Consequences on using Stillborn events

Presently using Gramps 6.0.5 under Fedora 42

I am in the process of reviewing all my genealogical data and making it more in line with current Gramps trends. Gramp 5.2 introduced Stillborn event type. To remain consistent with existing data, in such a case I create Birth and Death events on the same date but this does not make a difference with a live birth followed on the same day by a death. Only notes would disambiguate between both circumstances.

Fundamentally, stillbirth and perinatal deaths are not the same thing. So I’m thinking of adopting the “new” event type but I’d like to know what this implies:

  • does it disturb age computation?
  • how is it collected in statistics gramplets, such as stats and age stats in the dashboard?
  • is Stillborn considered both as birth and death events so that persons as not flagged as lacking birth date?
  • how does it impact reports?

Have you any advice on usage?

Yes. Stillbirth (translated as Mort-né in French) is a standard Gramps event type.

It is defined as a life event, birth fallback and death fallback.

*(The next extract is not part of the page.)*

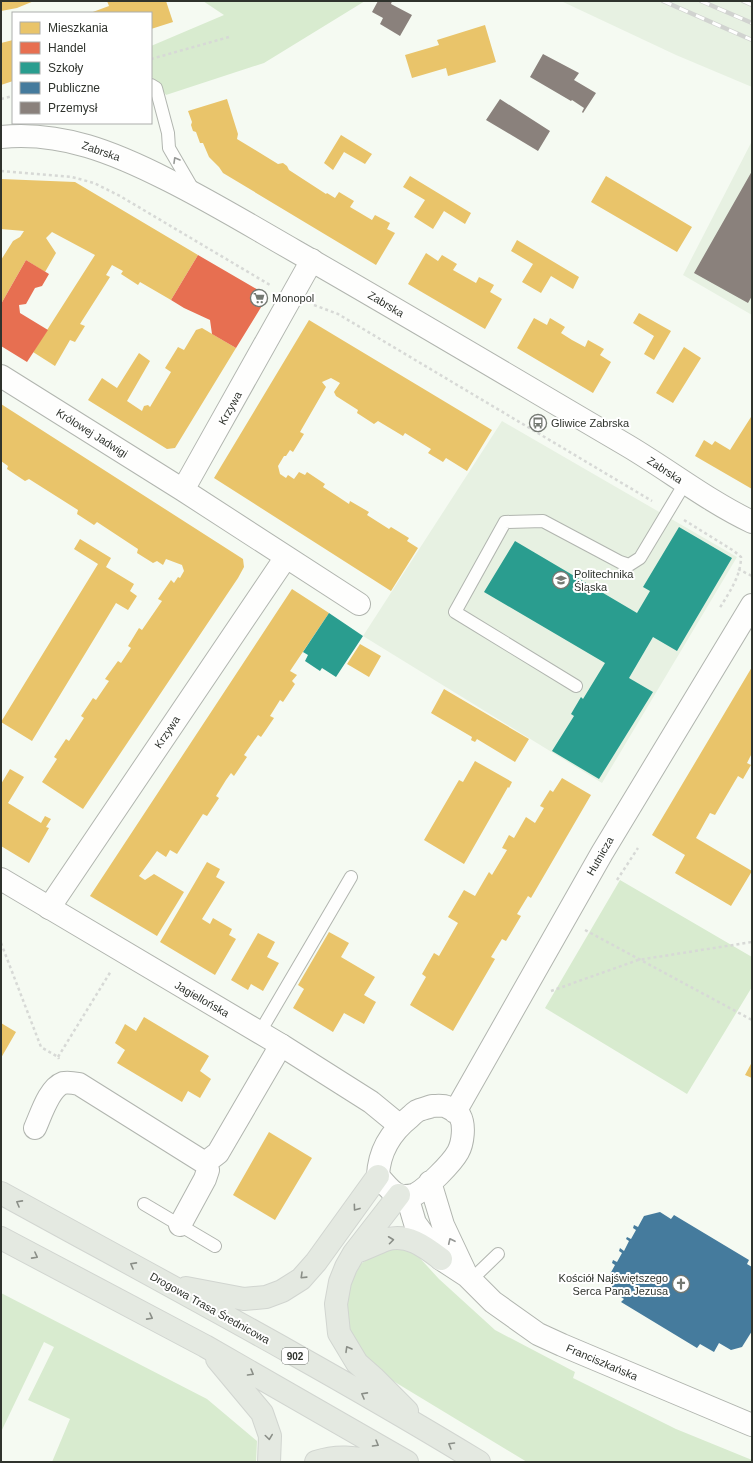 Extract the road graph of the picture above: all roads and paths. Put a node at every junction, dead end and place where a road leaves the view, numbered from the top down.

A person having Stillborn does not display in the Age Stats gramplet. In contrast a person with the same Birth and Death date shows in the 0-5 range. A Stillborn has no age whereas the same date events have an age, even if it was only an hour.

Mmmh … i am using the 0-5 age slot as an indication of consanguinity effect. How can I get the ratio of stillbirths to live births and display it straight in the gramplet?

I am using Stillbirth only when the documentation clearly shows it to be the case. If documents show a birth and a death on the same date, I will use two events unless it indicates Stillborn.

This is exactly my goal. I want to make a distinction between the two cases, which I have not presently.

The Statistics gramplet counts Stillbirth as a person without a Birth event. It does the same if a person only has a Baptism event.